(Beginning of Records for processing)

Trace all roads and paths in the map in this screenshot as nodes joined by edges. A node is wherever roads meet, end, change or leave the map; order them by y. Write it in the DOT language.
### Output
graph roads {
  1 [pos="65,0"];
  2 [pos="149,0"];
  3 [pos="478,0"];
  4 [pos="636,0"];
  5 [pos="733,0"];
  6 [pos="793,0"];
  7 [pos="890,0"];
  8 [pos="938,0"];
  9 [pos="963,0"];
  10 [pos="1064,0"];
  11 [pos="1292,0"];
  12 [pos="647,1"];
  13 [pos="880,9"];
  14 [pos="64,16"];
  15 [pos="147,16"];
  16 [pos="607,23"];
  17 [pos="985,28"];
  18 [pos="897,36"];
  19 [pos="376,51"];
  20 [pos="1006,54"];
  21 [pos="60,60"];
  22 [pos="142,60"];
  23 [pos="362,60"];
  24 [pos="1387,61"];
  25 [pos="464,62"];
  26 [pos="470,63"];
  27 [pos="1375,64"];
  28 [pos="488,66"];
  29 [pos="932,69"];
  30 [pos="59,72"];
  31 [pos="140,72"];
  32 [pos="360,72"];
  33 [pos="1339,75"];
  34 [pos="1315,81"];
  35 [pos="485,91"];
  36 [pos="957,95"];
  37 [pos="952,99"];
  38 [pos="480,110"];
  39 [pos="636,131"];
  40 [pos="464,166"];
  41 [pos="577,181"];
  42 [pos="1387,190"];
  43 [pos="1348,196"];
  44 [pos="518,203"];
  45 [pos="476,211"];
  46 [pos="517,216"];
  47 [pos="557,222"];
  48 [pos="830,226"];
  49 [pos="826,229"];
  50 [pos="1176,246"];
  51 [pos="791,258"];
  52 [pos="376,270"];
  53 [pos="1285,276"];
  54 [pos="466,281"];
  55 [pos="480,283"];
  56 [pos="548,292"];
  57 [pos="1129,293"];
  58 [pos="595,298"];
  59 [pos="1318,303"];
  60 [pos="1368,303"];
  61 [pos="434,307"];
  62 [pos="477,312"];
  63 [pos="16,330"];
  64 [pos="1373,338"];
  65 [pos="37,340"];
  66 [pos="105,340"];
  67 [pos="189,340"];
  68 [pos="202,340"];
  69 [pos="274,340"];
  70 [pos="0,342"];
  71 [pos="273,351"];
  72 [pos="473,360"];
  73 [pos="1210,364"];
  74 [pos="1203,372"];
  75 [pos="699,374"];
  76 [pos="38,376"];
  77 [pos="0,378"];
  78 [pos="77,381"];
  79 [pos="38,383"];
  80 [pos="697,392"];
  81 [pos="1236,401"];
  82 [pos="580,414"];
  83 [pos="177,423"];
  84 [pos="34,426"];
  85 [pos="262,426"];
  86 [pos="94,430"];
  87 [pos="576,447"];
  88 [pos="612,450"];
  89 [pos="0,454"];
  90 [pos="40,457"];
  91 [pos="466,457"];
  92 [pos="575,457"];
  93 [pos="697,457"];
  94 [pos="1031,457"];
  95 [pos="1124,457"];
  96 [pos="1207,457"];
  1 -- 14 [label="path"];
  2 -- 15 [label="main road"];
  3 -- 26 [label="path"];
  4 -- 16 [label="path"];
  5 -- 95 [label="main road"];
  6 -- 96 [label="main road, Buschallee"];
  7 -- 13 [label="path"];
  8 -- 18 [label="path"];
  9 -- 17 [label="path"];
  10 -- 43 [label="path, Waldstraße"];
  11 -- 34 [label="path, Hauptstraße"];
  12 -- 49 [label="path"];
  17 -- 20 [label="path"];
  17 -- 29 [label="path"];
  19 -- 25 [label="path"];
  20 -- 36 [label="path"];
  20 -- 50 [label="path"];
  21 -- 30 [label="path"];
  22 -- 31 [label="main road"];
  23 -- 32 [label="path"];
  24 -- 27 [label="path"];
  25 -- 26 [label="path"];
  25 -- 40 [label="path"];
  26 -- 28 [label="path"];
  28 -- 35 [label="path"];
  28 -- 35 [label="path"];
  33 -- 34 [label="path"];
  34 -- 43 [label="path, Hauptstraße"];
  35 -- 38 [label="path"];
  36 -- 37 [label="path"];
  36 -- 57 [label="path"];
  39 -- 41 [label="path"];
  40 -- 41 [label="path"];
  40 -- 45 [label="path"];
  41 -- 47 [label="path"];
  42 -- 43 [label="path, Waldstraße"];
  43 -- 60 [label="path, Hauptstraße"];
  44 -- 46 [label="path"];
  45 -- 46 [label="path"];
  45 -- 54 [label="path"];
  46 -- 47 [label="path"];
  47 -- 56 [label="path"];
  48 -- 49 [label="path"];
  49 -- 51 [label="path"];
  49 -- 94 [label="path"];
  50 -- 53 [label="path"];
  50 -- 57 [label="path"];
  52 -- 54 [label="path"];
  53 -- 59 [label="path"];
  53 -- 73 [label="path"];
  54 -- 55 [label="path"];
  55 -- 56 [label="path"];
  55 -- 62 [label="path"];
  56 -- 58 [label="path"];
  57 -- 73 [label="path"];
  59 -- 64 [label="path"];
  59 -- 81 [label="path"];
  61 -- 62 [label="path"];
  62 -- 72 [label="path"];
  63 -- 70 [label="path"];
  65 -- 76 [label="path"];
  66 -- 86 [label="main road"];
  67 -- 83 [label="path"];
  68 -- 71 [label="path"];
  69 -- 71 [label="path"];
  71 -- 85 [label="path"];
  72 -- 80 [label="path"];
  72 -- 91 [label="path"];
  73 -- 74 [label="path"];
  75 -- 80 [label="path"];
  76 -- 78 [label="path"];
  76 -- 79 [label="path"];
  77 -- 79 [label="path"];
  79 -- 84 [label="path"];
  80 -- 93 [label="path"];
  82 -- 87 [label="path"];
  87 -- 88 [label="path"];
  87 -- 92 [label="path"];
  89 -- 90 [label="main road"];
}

(End of Records for processing)

What is needed is the number of lines above that include the string "Hauptstraße", and nothing else.

* **Final answer**
3